WLS + Oracle benchmark

Today Oracle announced this press release. Cisco Systems tested WebLogic SE 10.3.3 (not available yet) + single-node Oracle 11gR2 @ Cisco UCS C250 M2 Rackmount Server with 2×6-core Intel Xeon X5680 (not available yet) – here are the results. I want to highlight some specifics about this test bed – after all, it’s interesting to know what’s behind the scene.

  • Application
    • This is a distributed application, i.e. there are calls to external system. See configuration diagram
    • It is relatively old. It uses EJB2 CMP (try to google that combination and look at the first title – strange, huh?), MDB and session beans. And, of course – servlets in form of JSPs (this is old too, but not a problem since all web-based frameworks rely on servlets as their basis).

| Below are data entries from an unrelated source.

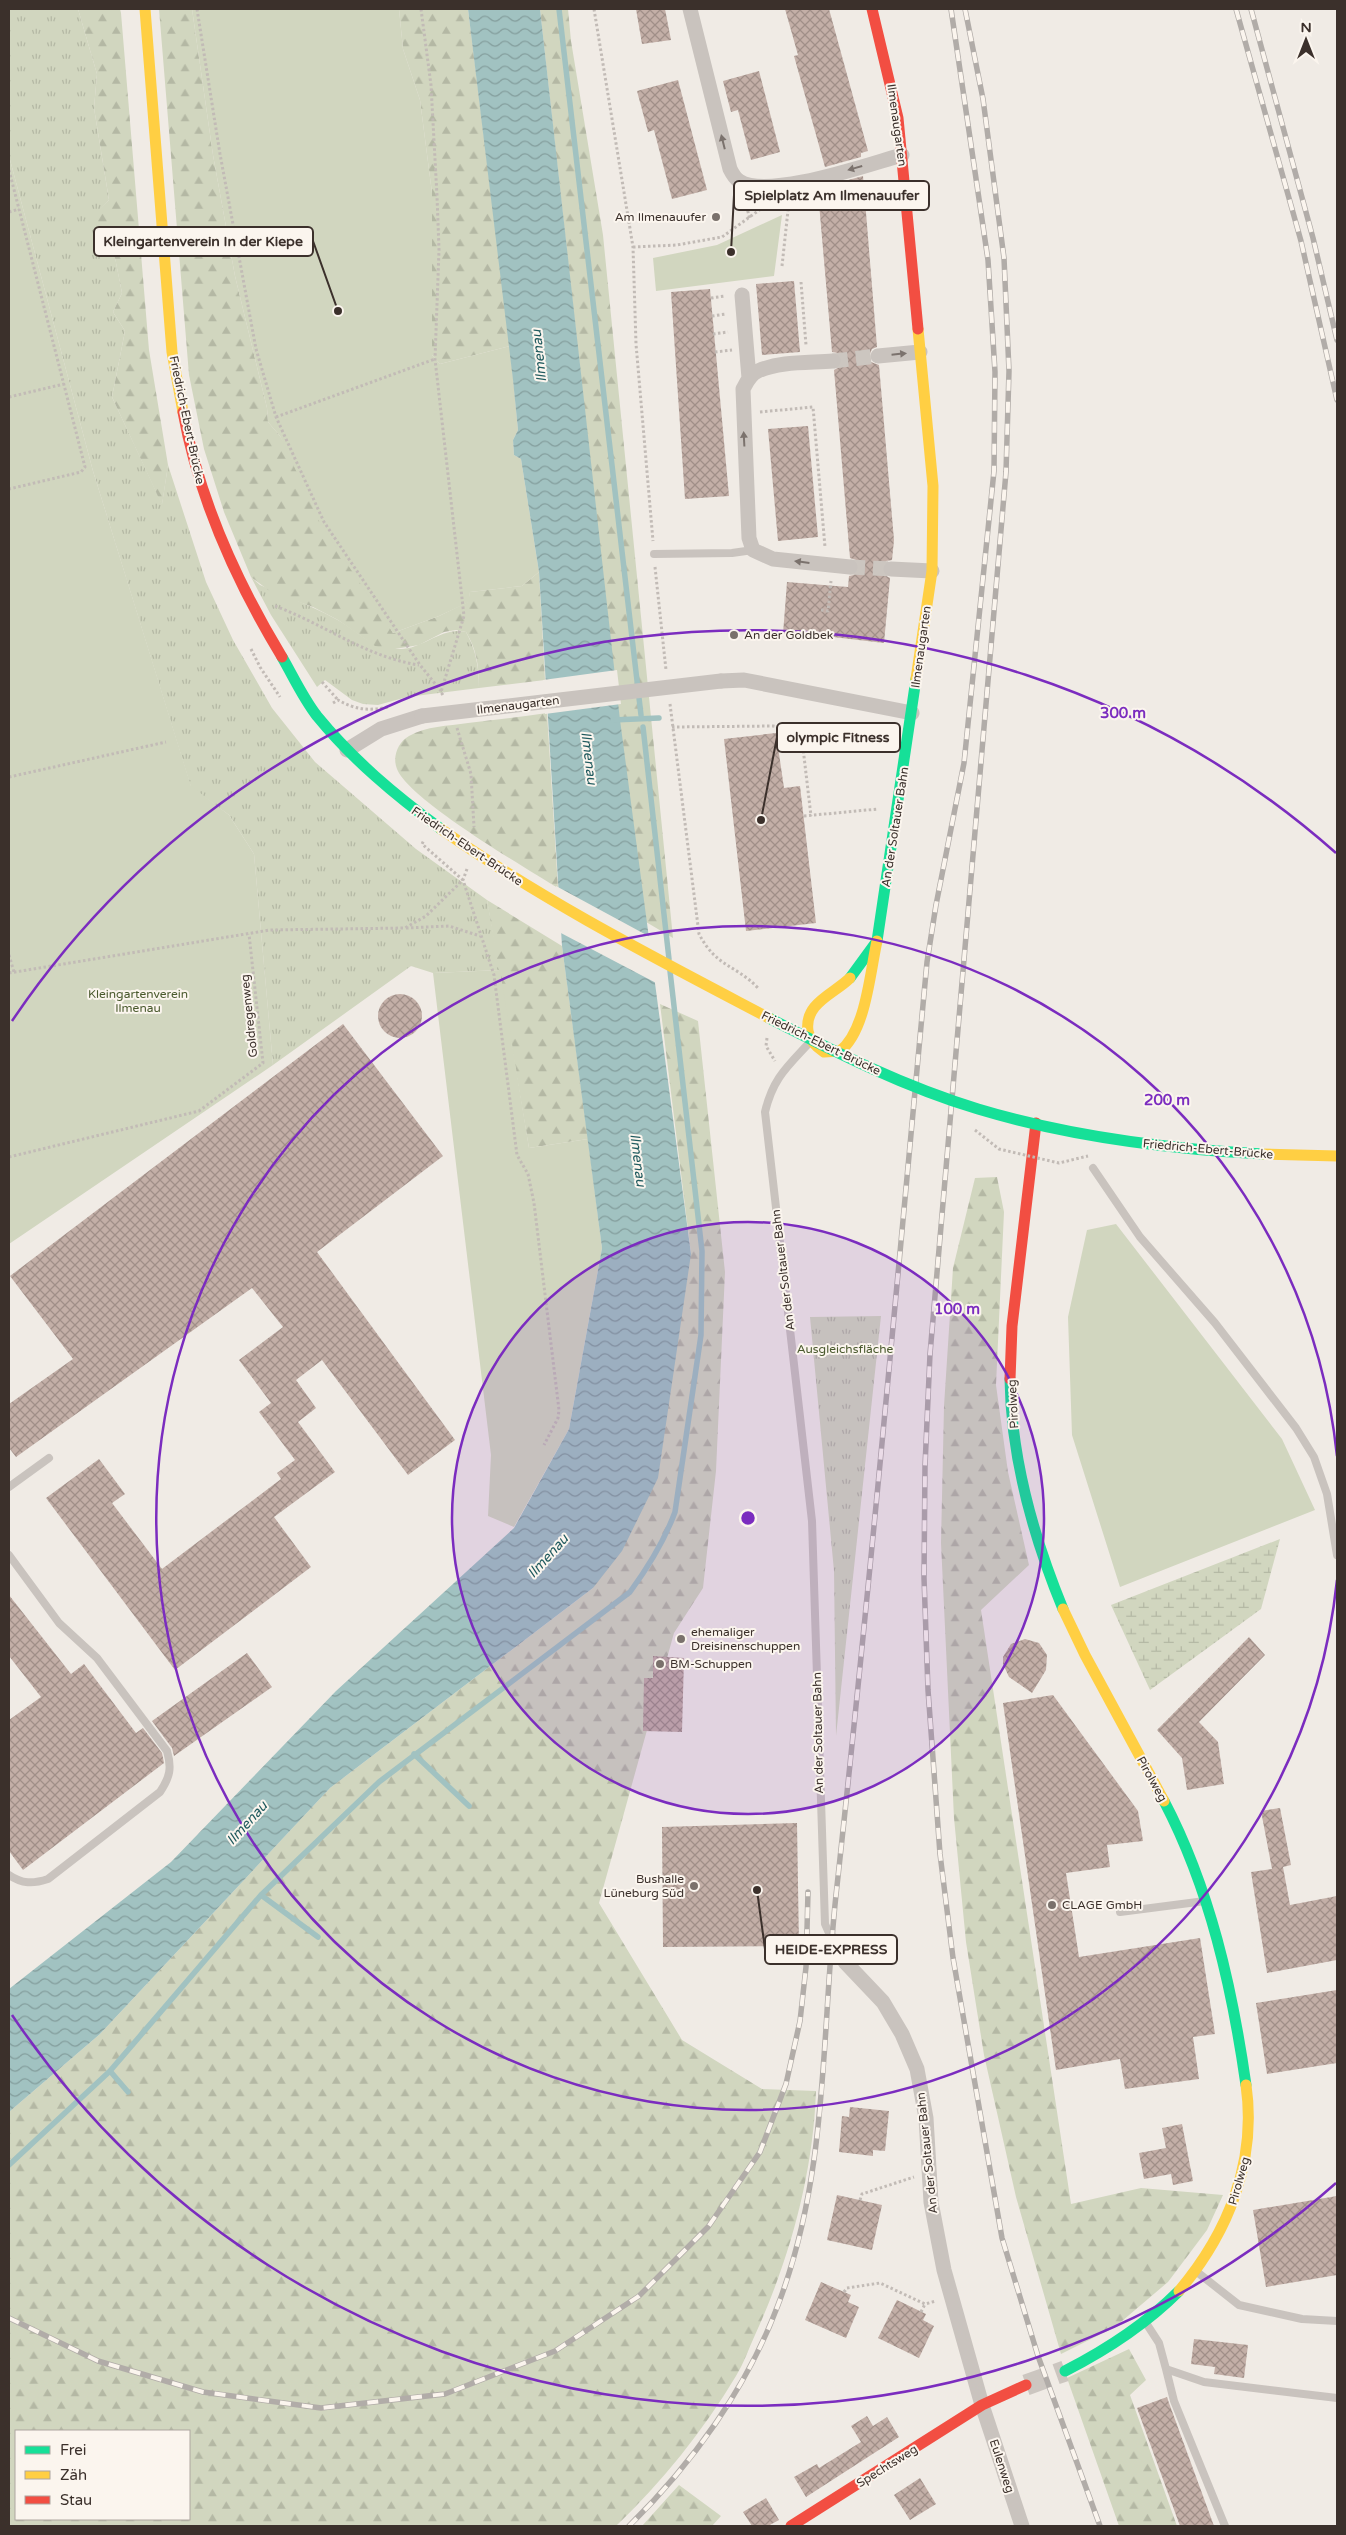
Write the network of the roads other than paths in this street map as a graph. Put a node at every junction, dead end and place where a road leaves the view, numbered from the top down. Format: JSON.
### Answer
{"nodes":[{"id":1,"x":145,"y":9,"type":"edge"},
{"id":2,"x":690,"y":9,"type":"edge"},
{"id":3,"x":872,"y":9,"type":"edge"},
{"id":4,"x":902,"y":155,"type":"junction"},
{"id":5,"x":742,"y":295,"type":"dead end"},
{"id":6,"x":920,"y":352,"type":"junction"},
{"id":7,"x":878,"y":356,"type":"tunnel mouth"},
{"id":8,"x":833,"y":361,"type":"tunnel mouth"},
{"id":9,"x":749,"y":378,"type":"junction"},
{"id":10,"x":753,"y":550,"type":"junction"},
{"id":11,"x":654,"y":554,"type":"road end"},
{"id":12,"x":850,"y":567,"type":"tunnel mouth"},
{"id":13,"x":891,"y":569,"type":"tunnel mouth"},
{"id":14,"x":932,"y":571,"type":"junction"},
{"id":15,"x":912,"y":713,"type":"junction"},
{"id":16,"x":347,"y":750,"type":"junction"},
{"id":17,"x":877,"y":941,"type":"junction"},
{"id":18,"x":810,"y":1042,"type":"junction"},
{"id":19,"x":1036,"y":1123,"type":"junction"},
{"id":20,"x":1337,"y":1156,"type":"edge"},
{"id":21,"x":1093,"y":1168,"type":"dead end"},
{"id":22,"x":49,"y":1458,"type":"dead end"},
{"id":23,"x":9,"y":1487,"type":"edge"},
{"id":24,"x":9,"y":1555,"type":"edge"},
{"id":25,"x":1337,"y":1555,"type":"edge"},
{"id":26,"x":9,"y":1876,"type":"edge"},
{"id":27,"x":1207,"y":1900,"type":"junction"},
{"id":28,"x":1120,"y":1912,"type":"dead end"},
{"id":29,"x":832,"y":1940,"type":"joint"},
{"id":30,"x":1197,"y":2272,"type":"junction"},
{"id":31,"x":1337,"y":2321,"type":"edge"},
{"id":32,"x":1146,"y":2323,"type":"junction"},
{"id":33,"x":1166,"y":2369,"type":"junction"},
{"id":34,"x":1065,"y":2371,"type":"tunnel mouth"},
{"id":35,"x":1026,"y":2384,"type":"tunnel mouth"},
{"id":36,"x":1337,"y":2398,"type":"edge"},
{"id":37,"x":982,"y":2405,"type":"junction"},
{"id":38,"x":791,"y":2526,"type":"edge"},
{"id":39,"x":1022,"y":2526,"type":"edge"},
{"id":40,"x":1225,"y":2526,"type":"edge"}],
"edges":[{"from":1,"to":16,"type":"street","name":"Friedrich-Ebert-Brücke"},
{"from":4,"to":2,"type":"street","one_way":true},
{"from":3,"to":4,"type":"street","name":"Ilmenaugarten"},
{"from":4,"to":6,"type":"street","name":"Ilmenaugarten"},
{"from":5,"to":9,"type":"street"},
{"from":7,"to":6,"type":"street","one_way":true},
{"from":6,"to":14,"type":"street","name":"Ilmenaugarten"},
{"from":8,"to":9,"type":"street"},
{"from":10,"to":9,"type":"street","one_way":true},
{"from":10,"to":11,"type":"lane"},
{"from":12,"to":10,"type":"street","one_way":true},
{"from":13,"to":14,"type":"street"},
{"from":14,"to":15,"type":"street","name":"Ilmenaugarten"},
{"from":15,"to":16,"type":"street","name":"Ilmenaugarten","bridge":true},
{"from":15,"to":17,"type":"street","name":"An der Soltauer Bahn"},
{"from":16,"to":19,"type":"street","name":"Friedrich-Ebert-Brücke","bridge":true},
{"from":17,"to":18,"type":"street","name":"An der Soltauer Bahn"},
{"from":17,"to":18,"type":"street","name":"An der Soltauer Bahn"},
{"from":18,"to":29,"type":"lane","name":"An der Soltauer Bahn"},
{"from":19,"to":20,"type":"street","name":"Friedrich-Ebert-Brücke","bridge":true},
{"from":19,"to":27,"type":"street","name":"Pirolweg","bridge":true},
{"from":21,"to":25,"type":"lane"},
{"from":22,"to":23,"type":"lane"},
{"from":24,"to":26,"type":"lane"},
{"from":27,"to":28,"type":"lane"},
{"from":27,"to":30,"type":"street","name":"Pirolweg"},
{"from":29,"to":37,"type":"street","name":"An der Soltauer Bahn"},
{"from":30,"to":31,"type":"lane"},
{"from":30,"to":32,"type":"street","name":"Pirolweg"},
{"from":32,"to":33,"type":"lane"},
{"from":32,"to":34,"type":"street","name":"Pirolweg"},
{"from":33,"to":36,"type":"lane"},
{"from":33,"to":40,"type":"lane"},
{"from":35,"to":37,"type":"street"},
{"from":37,"to":38,"type":"street","name":"Spechtsweg"},
{"from":37,"to":39,"type":"street","name":"Eulenweg"}]}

  • WebLogic Configuration
    • This is not a cluster. The application HW was shared among 8 WLS instances – and those instances were not in the WLS cluster – i.e. effectively, there were 8 separate applications working with the same database+schema simultaneously.

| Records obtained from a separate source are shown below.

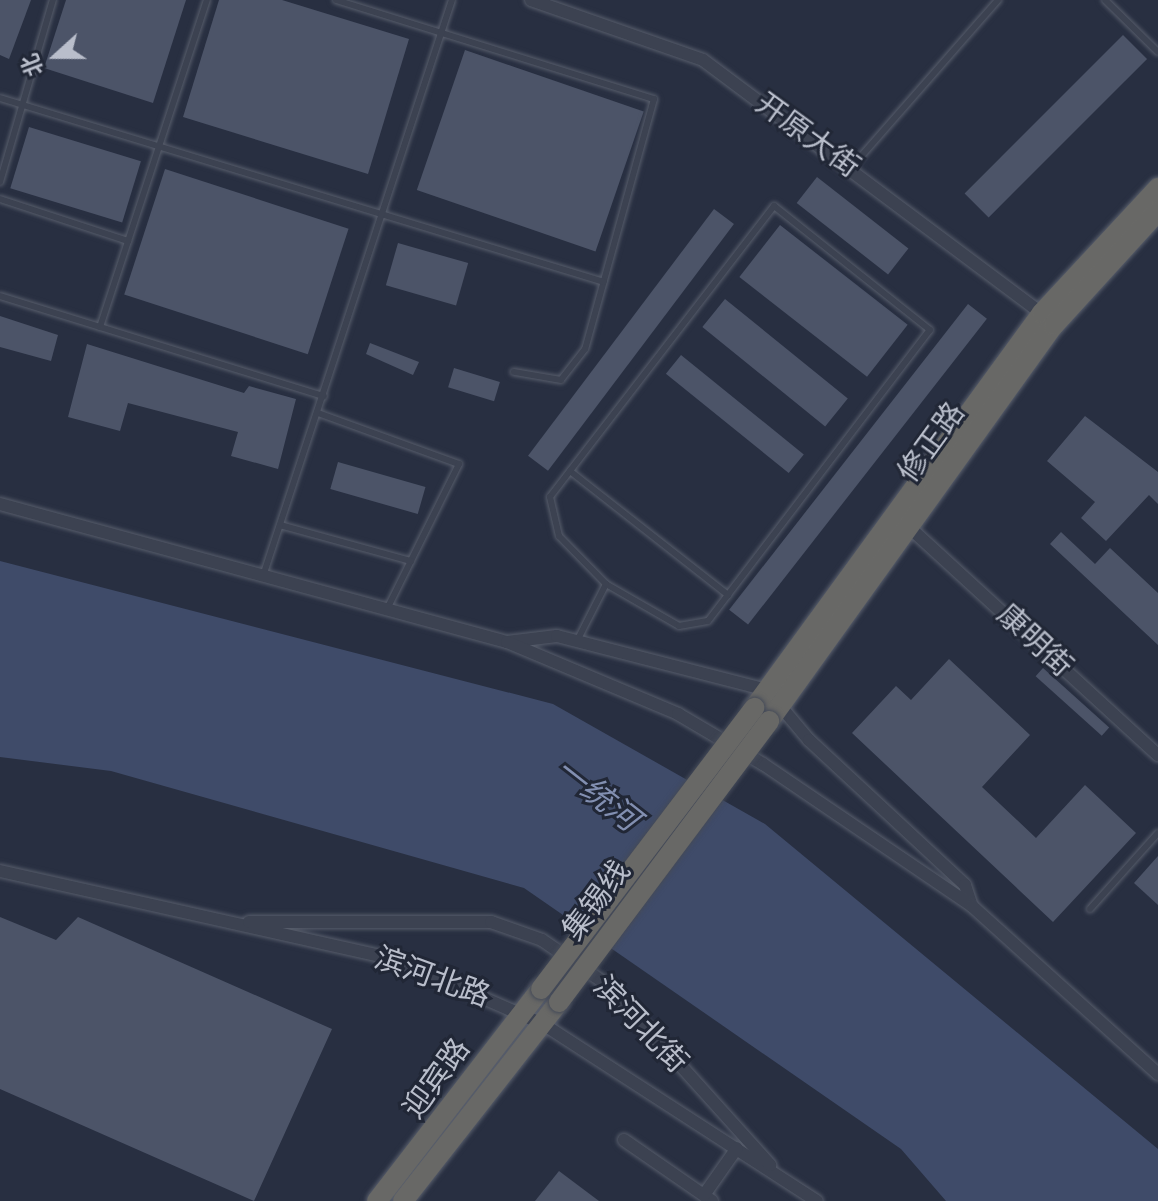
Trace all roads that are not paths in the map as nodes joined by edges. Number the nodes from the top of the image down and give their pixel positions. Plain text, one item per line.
1 (53, 0) edge
2 (207, 0) edge
3 (336, 0) edge
4 (452, 0) edge
5 (531, 0) edge
6 (998, 0) edge
7 (1105, 0) edge
8 (443, 33) junction
9 (1158, 52) edge
10 (0, 98) edge
11 (22, 105) junction
12 (159, 147) junction
13 (850, 169) junction
14 (0, 182) edge
15 (1158, 188) edge
16 (0, 199) edge
17 (1158, 211) edge
18 (384, 215) junction
19 (128, 241) junction
20 (604, 282) junction
21 (0, 296) edge
22 (1048, 319) junction
23 (100, 327) junction
24 (514, 372) dead end
25 (324, 396) junction
26 (318, 413) junction
27 (570, 471) junction
28 (0, 504) edge
29 (280, 525) junction
30 (909, 527) junction
31 (411, 561) junction
32 (264, 573) junction
33 (606, 584) junction
34 (728, 595) junction
35 (388, 607) junction
36 (577, 641) junction
37 (507, 642) junction
38 (775, 697) junction
39 (762, 714) junction
40 (1158, 755) edge
41 (1158, 833) edge
42 (0, 871) edge
43 (972, 906) junction
44 (1090, 909) dead end
45 (229, 922) junction
46 (559, 1002) joint
47 (522, 1012) junction
48 (543, 1024) junction
49 (1158, 1074) edge
50 (624, 1140) dead end
51 (737, 1148) junction
52 (780, 1176) junction
53 (708, 1198) edge
54 (377, 1201) edge
55 (403, 1201) edge
56 (817, 1201) edge

1 - 11 lane
2 - 12 lane
3 - 8 lane
4 - 8 lane
5 - 13 street, 开原大街
6 - 13 lane
7 - 9 lane
8 - 18 lane
8 - 20 lane
10 - 11 lane
11 - 12 lane
11 - 14 lane
12 - 18 lane
12 - 19 lane
13 - 22 street, 开原大街
15 - 22 highway, 修正路
16 - 19 lane
17 - 22 highway, 修正路
18 - 20 lane
18 - 25 lane
19 - 23 lane
20 - 24 lane
21 - 23 lane
22 - 30 highway, 修正路
22 - 38 highway, 修正路
23 - 25 lane
25 - 26 lane
26 - 29 lane
26 - 31 lane
27 - 33 lane
27 - 34 lane
27 - 34 lane
28 - 32 street
29 - 31 lane
29 - 32 lane
30 - 38 highway, 修正路
30 - 40 street, 康明街
31 - 35 lane
32 - 35 street
33 - 34 lane
33 - 36 lane
35 - 37 street
36 - 37 street
36 - 38 street
37 - 43 street
38 - 39 highway, 集锡线
38 - 43 street
39 - 46 highway, 集锡线, bridge
39 - 47 highway, 迎宾路, bridge
41 - 44 lane
42 - 45 street, 滨河北路
43 - 49 street
45 - 47 street, 滨河北路
45 - 52 street, 滨河北街
46 - 48 highway, 迎宾路
47 - 48 street, 滨河北路
47 - 54 highway, 迎宾路
48 - 51 street, 滨河北路
48 - 55 highway, 迎宾路
50 - 53 street
51 - 52 street, 滨河北路
51 - 53 street
52 - 56 street, 滨河北路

    • NIO socket muxer was in use. Strange thing NIOSocketMuxer is documented nowhere.
    • Logging Last Resource was in use. LLR is a way to support 2PC in some environments (with one non-XA participant in the transaction). This is not the same as using XA driver in a pure distributed environment. With enabled XA each database request is the same as distributed call (meaning that even read-only transactions would require small amount undo), while with LLR enabled and non-XA configuration, WLS is considered as a simple JDBC thin client to Oracle database.
    • HugePages in use
    • 64-bit JRocket in use. It’s strange that Compressed References wasn’t used (the same feature in the HotSpot is called CompressedOops)
  • Database and schema configuration
    • HugePages in use
    • compatible=11.1.0.1. WTF?
    • cursor_space_for_time=true
    • db_cache_advice=off, query_rewrite_enabled=false, statistics_level=basic, timed_statistics = false
    • 2K db block size + 4k & 8K tablespaces. I guess this was done to spread the DB objects between separate buffer caches
    • Redo log size ~136GB
    • Some tables have INITRANS 100
    • All tablespaces are ASSM, but there are tables with explicit FREELISTS/FREELIST GROUPS specified. WTF?
    • Single-table hash-clusters are in use
    • Hash-partitioning

PS. I’d love to see a stastpack/AWR/ASH snapshot of the FinalRun from that system, as well as GC log of an application node.